"Last Modified" dates are not ideal for finding most recently added music. If you install Playback Statistics it has an %added% field which records the date/time music was added to library, and is not changing when you modify files. The downside is if you only newly installed it, everything gets the same added date (current date), so not immediately useful until you add new albums.
In title formatting (library view patterns), to get descending dates you subtract the dates like Air KEN was attempting.
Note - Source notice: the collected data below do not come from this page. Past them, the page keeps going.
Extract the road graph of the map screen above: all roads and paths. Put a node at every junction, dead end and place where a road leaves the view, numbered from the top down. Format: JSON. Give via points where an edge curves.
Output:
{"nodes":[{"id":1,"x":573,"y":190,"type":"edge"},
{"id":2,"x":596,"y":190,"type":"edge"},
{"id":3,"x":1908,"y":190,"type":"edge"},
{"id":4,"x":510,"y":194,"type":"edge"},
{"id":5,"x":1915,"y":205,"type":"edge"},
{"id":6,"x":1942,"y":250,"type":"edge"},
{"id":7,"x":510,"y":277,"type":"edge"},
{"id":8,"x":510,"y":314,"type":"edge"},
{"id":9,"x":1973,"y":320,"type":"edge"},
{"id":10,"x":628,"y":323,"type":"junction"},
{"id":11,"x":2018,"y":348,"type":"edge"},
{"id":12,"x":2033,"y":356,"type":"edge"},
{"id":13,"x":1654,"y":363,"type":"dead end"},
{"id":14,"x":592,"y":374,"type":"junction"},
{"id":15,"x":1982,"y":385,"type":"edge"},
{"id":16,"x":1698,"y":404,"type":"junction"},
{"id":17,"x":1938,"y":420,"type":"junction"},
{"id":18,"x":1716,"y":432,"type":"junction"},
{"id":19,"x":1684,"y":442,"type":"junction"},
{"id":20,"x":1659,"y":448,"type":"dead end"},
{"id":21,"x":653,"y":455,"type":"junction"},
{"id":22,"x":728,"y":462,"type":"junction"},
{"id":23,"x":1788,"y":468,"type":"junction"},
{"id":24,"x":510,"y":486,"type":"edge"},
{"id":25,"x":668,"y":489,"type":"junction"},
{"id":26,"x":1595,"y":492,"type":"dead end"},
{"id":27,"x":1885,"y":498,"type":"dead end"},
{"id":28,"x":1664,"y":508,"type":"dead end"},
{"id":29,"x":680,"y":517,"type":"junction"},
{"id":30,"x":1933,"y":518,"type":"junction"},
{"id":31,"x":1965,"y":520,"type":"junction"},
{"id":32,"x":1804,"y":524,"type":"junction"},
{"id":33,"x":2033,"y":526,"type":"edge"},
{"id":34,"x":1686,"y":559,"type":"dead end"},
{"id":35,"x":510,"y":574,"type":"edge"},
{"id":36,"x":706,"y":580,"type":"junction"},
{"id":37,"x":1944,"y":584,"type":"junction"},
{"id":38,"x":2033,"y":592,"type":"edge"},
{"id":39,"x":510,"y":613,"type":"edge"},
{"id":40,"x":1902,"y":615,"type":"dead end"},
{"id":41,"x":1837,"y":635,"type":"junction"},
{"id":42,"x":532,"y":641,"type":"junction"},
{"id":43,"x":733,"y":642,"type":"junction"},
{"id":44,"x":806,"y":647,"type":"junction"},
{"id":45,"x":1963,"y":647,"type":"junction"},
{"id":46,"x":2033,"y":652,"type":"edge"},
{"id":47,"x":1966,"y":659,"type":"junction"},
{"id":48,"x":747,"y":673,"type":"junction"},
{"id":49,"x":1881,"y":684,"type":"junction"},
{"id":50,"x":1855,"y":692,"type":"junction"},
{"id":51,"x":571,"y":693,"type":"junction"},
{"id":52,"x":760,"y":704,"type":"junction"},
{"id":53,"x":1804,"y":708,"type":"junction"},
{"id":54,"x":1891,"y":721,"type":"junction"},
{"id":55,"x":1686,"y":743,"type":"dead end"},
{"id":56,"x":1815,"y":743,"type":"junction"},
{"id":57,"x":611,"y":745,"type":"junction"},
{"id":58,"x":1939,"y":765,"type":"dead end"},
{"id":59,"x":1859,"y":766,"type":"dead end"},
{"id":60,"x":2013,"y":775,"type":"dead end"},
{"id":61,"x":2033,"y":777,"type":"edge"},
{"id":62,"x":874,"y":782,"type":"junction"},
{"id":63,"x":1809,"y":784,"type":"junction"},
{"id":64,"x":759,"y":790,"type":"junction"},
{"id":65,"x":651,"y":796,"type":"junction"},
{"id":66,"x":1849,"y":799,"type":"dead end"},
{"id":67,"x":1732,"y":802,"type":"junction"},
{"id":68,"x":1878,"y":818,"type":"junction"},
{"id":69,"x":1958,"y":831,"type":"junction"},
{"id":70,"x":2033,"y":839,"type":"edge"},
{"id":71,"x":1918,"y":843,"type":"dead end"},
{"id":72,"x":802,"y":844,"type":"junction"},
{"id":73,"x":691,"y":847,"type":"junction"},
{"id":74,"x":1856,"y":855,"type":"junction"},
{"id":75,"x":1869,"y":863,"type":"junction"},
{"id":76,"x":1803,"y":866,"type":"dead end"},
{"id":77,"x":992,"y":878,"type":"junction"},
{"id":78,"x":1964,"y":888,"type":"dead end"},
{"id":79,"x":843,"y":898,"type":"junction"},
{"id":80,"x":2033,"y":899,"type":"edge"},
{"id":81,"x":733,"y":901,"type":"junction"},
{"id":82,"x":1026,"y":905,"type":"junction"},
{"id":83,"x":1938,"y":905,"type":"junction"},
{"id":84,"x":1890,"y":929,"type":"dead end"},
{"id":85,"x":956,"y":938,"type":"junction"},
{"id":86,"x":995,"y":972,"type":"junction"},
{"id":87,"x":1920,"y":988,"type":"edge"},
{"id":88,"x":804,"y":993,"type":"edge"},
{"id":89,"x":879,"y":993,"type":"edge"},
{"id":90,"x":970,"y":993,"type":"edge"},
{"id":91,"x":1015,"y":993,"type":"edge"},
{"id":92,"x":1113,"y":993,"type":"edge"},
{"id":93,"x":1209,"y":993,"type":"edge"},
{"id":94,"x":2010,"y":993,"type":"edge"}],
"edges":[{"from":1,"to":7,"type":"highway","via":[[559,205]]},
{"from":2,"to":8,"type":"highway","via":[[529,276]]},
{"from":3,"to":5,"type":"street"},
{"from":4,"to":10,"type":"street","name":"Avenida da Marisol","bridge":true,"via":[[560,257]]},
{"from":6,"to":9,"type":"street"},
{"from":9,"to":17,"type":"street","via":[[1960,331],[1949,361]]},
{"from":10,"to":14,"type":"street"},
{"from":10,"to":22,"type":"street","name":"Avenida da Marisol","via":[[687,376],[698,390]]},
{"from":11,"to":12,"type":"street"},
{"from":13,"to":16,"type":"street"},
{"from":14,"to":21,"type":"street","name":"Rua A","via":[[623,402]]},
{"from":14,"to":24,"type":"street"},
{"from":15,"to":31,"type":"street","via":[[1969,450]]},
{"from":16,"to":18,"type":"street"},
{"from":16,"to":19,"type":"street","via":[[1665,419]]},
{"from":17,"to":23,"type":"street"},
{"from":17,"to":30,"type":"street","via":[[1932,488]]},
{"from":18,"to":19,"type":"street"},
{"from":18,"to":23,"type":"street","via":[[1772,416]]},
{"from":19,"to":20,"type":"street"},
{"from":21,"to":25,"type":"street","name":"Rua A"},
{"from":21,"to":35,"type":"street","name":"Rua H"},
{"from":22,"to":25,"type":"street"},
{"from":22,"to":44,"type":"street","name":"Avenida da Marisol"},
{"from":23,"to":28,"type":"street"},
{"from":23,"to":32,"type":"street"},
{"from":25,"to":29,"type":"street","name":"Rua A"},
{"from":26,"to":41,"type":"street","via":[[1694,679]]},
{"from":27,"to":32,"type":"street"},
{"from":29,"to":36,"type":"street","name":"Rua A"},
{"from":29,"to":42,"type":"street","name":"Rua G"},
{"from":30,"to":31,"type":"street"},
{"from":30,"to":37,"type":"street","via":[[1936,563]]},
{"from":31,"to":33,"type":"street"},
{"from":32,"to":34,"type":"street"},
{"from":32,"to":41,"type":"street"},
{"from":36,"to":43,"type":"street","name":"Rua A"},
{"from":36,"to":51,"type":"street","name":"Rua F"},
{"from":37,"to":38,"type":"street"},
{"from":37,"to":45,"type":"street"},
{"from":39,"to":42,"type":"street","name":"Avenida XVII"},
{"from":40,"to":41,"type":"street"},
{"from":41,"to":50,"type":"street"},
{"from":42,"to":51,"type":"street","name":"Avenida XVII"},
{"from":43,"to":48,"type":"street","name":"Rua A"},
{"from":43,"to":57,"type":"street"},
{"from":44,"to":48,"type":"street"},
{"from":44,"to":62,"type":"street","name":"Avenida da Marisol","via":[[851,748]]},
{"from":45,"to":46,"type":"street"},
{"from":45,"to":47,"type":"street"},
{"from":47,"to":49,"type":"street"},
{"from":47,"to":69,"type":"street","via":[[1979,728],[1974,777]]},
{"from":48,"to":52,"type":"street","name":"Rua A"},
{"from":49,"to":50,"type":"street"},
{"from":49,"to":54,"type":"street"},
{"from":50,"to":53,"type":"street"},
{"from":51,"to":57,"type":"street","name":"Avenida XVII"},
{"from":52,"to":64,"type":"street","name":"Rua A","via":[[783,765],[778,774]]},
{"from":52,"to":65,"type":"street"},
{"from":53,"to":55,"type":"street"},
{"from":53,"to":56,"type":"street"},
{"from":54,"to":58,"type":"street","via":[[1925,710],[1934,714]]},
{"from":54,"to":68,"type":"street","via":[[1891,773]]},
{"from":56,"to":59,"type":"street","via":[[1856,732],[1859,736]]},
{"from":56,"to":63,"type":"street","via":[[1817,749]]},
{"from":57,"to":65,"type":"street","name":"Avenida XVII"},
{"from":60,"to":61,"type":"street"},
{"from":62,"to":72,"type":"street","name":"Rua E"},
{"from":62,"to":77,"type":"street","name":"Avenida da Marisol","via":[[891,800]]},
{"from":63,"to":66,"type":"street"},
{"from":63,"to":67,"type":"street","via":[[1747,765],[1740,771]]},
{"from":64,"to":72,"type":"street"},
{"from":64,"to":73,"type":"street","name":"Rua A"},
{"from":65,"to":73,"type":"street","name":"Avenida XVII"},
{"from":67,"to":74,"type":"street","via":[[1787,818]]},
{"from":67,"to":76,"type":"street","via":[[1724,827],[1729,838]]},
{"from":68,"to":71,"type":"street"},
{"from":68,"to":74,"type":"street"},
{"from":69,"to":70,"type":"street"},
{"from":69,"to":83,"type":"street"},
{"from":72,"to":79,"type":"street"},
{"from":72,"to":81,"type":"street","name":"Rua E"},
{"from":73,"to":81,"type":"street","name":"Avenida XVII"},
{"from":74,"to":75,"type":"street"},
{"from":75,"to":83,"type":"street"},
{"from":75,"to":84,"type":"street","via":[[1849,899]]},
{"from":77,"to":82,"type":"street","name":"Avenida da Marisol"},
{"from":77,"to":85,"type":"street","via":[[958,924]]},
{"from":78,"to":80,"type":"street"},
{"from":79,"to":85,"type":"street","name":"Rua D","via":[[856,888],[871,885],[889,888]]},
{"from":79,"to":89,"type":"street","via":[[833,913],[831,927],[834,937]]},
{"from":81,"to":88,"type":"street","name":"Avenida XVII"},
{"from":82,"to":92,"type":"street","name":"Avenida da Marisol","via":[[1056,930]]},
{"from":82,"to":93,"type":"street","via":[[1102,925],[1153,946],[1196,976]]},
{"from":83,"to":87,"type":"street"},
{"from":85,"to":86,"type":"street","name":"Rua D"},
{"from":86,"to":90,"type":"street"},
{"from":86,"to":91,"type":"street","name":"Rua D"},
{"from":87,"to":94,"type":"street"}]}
Library Tree has a custom $nodisplay function for sorting views, so the view pattern should look like -
$nodisplay{$sub(99999999999999,$replace($date(%last_modified%),-,))}$date(%last_modified%)|%filename_ext%
^ This only sorts by the $date part of %last_modified%, which means tracks will be grouped by day, rather than the precise minutes and seconds they were modified which would most likely group everything separately. (If you use Playback Statistics you can swap %last_modified% for %added% in both places above)
^ For secondary branch %filename_ext%, keep in mind Library Tree sorts the playlist by the complete view pattern, so depending on your filename structure you might need more fields to keep the playlist organized (or just use standard tags here like %discnumber% etc, or put them in another $nodisplay)
Subtracted values do not display or can't be successfully replaced by fields.
It was not working because $sub function only accepts numbers, but %added% field (and other dates) have a dash, space, and colon which also need replacing -
$sub(99999999999999,$replace(%last_modified%,-,, ,,:,))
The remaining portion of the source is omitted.